*** Opening of MATERIAL PROVIDED ***

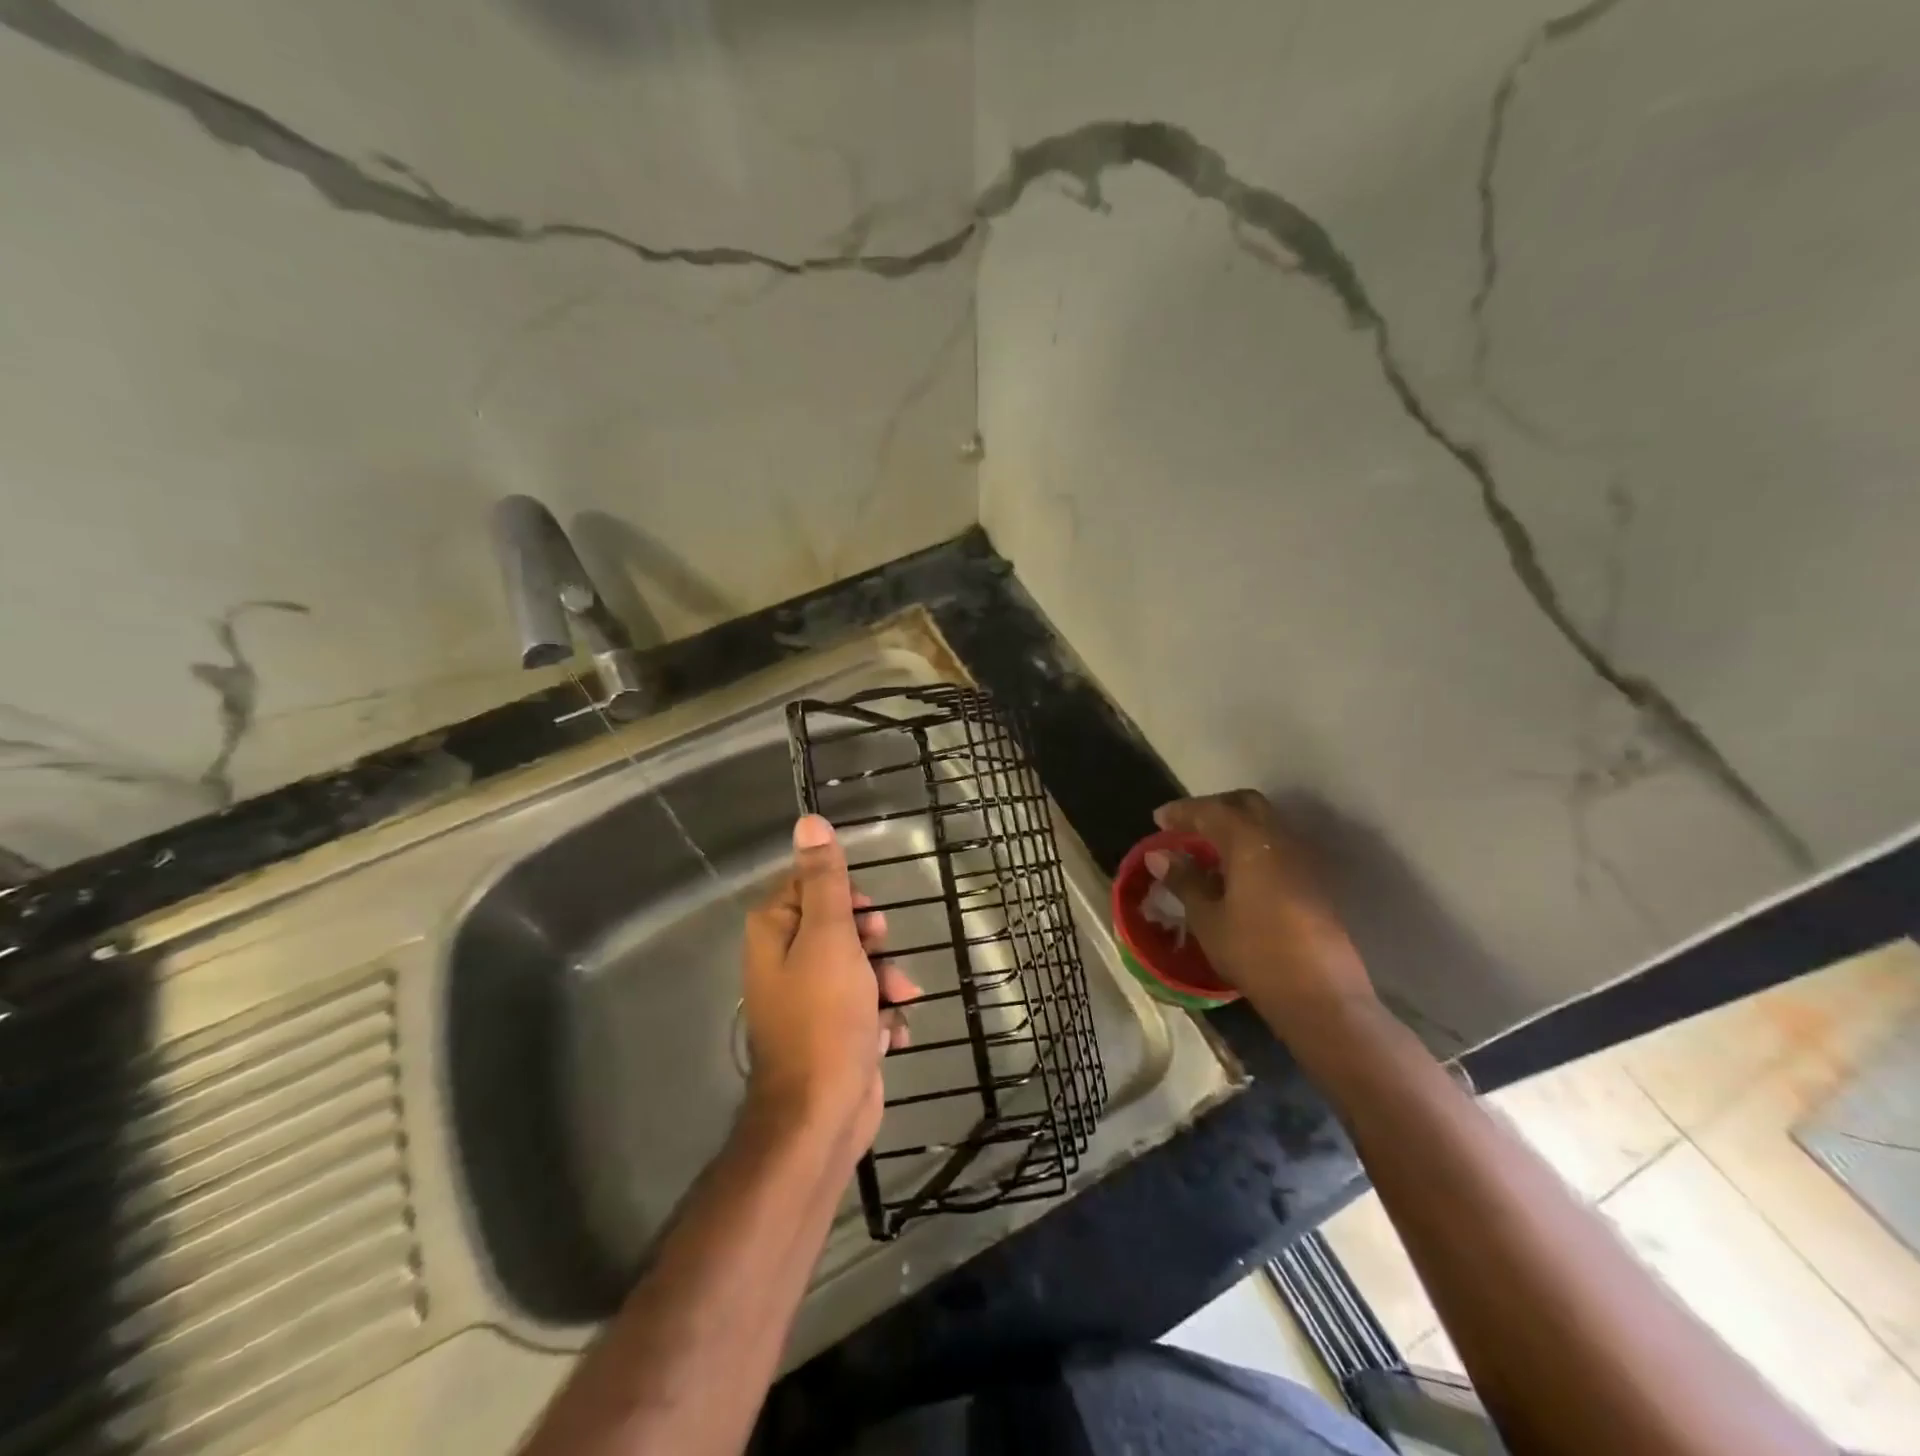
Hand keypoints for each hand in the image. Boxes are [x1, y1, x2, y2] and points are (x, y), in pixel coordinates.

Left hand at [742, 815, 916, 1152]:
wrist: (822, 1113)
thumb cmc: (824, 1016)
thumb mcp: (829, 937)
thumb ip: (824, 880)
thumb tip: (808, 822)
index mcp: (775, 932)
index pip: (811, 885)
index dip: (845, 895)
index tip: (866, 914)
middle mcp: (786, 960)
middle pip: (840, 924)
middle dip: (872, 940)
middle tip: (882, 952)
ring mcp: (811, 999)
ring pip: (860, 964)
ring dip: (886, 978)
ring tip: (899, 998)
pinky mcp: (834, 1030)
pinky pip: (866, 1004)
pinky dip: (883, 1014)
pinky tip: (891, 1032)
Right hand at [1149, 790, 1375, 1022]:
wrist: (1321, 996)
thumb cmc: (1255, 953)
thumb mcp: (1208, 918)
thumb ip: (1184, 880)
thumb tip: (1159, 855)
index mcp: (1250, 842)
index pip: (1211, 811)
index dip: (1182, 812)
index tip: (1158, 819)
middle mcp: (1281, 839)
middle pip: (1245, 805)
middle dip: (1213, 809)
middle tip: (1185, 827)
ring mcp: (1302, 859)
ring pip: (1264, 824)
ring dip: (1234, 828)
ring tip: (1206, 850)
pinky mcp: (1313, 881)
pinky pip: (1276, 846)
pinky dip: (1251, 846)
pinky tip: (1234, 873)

*** Close of MATERIAL PROVIDED ***
*** Opening of MATERIAL PROVIDED ***

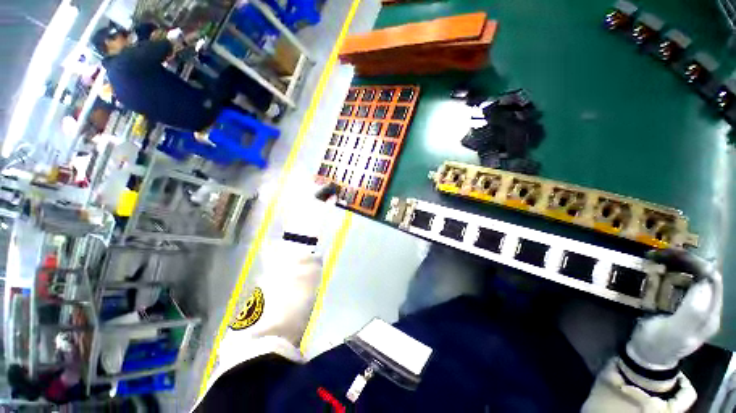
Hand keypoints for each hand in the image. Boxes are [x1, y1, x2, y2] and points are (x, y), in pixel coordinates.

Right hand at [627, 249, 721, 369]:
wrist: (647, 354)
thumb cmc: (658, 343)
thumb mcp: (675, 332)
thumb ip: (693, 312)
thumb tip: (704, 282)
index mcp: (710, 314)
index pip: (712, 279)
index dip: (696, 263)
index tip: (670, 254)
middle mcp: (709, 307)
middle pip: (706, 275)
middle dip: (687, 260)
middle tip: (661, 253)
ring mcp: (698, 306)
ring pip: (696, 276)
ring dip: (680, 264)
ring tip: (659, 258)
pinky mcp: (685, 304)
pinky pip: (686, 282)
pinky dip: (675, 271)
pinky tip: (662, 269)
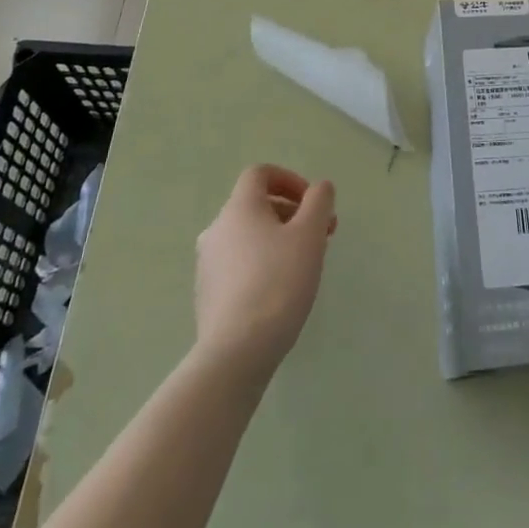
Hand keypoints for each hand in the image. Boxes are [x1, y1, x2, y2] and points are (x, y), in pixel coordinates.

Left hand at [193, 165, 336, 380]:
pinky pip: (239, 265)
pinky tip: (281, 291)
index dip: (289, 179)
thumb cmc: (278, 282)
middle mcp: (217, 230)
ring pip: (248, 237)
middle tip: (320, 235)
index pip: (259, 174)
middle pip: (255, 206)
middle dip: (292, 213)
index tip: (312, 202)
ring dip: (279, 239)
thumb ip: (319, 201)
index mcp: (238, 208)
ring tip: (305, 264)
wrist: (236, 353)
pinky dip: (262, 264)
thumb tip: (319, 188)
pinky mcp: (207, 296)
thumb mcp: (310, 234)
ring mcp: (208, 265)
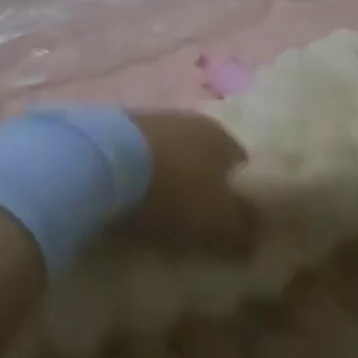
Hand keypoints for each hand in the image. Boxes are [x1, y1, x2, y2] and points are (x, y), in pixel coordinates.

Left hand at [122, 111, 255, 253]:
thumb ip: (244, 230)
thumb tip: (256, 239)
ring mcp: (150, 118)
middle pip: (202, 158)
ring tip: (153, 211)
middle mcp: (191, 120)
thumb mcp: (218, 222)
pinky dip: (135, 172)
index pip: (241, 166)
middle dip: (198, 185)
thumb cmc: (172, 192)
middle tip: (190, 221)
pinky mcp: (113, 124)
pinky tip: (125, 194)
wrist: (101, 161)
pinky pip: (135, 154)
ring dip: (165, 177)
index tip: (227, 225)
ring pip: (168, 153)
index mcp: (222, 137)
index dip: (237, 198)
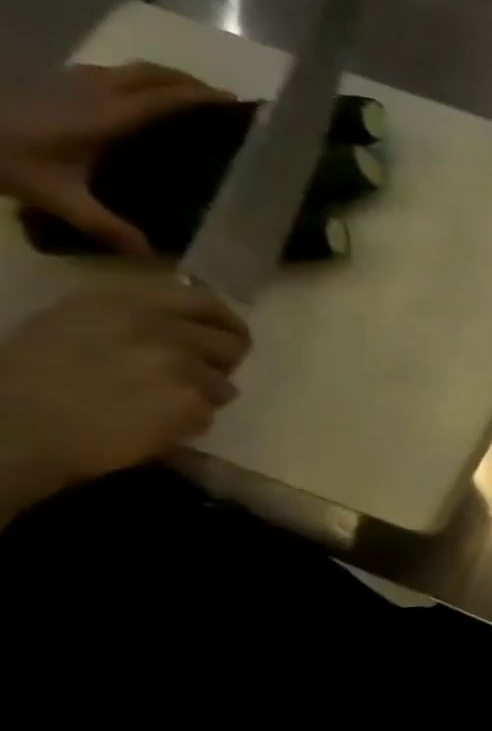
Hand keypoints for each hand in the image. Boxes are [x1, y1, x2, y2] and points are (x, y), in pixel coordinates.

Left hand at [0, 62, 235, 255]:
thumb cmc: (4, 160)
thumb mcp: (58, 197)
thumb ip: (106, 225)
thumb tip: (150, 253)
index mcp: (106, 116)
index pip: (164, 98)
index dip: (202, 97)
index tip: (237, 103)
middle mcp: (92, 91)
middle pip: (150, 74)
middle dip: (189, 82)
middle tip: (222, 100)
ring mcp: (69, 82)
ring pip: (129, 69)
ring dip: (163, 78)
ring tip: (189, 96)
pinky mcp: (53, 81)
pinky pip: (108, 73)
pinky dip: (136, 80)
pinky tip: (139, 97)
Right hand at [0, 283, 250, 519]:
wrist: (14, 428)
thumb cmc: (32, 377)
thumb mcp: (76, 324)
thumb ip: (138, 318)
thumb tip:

*** Close of MATERIAL PROVIDED ***
*** Opening of MATERIAL PROVIDED ***

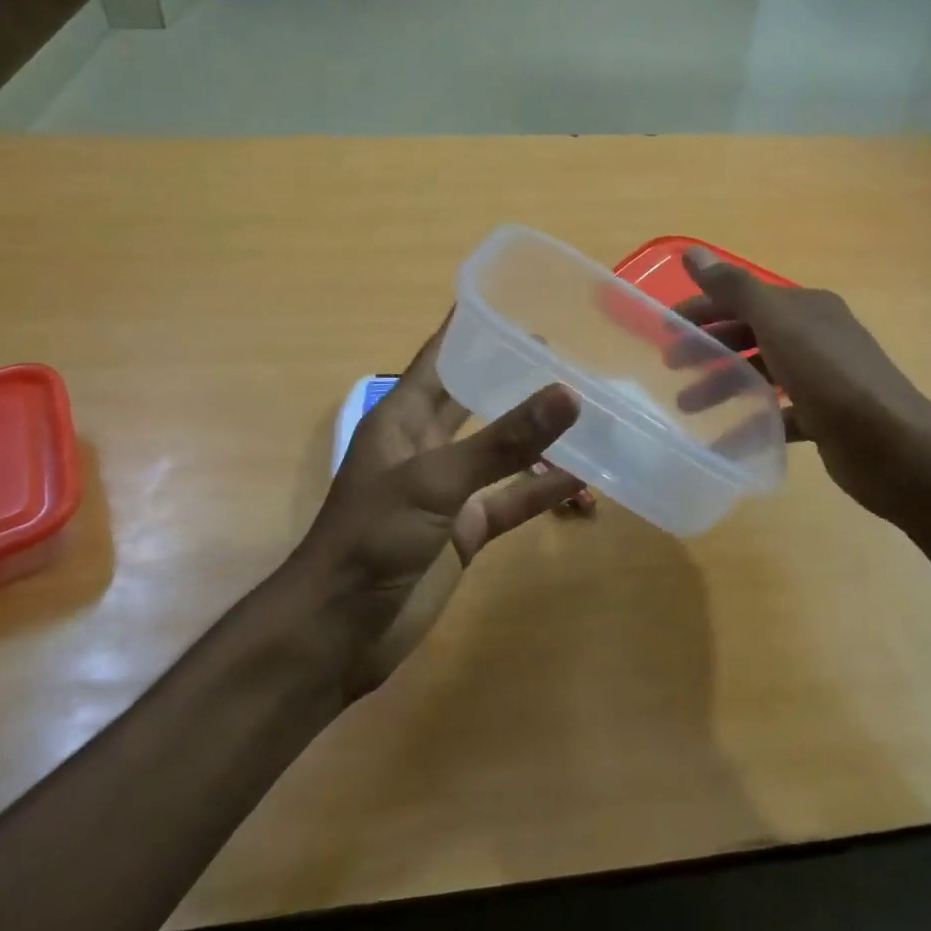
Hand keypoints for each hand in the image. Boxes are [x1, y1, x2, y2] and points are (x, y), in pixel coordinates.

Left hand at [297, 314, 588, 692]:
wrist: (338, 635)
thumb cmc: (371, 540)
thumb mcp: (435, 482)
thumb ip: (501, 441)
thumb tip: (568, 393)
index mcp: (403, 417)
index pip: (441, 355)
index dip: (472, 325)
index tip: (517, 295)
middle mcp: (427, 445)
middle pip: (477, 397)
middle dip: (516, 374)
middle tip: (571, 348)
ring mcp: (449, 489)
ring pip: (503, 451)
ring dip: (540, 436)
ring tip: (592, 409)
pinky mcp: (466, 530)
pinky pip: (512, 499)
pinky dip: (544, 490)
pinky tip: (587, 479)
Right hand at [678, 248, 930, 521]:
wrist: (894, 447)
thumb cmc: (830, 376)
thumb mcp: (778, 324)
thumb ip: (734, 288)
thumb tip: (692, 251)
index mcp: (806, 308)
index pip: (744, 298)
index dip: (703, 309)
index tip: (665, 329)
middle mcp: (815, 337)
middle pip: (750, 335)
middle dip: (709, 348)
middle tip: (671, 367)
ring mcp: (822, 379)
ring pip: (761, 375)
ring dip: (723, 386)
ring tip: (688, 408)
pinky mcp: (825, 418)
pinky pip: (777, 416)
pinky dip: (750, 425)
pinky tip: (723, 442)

*** Close of MATERIAL PROVIDED ***

DIRECTIONS FOR THIS TASK:
Everything between and including the line above containing "index dip: (237, 198)" and the line containing "middle pip: (150, 74)" should be reproduced exactly, with pictures excluded.

RESULT FOR THIS TASK:
index dip: (237, 198)
Hand keypoints for each hand in the image. Boxes are [x1, y1, x2, y2] and points are (x, y), in pixel coordinates.

Left hand at [0, 62, 235, 255]:
thumb cmc: (4, 160)
thumb mcp: (58, 197)
thumb ip: (106, 225)
thumb tip: (150, 253)
index mcp: (106, 116)
index pip: (164, 98)
index dip: (202, 97)
index tip: (237, 103)
middle mcp: (92, 91)
middle pip: (150, 74)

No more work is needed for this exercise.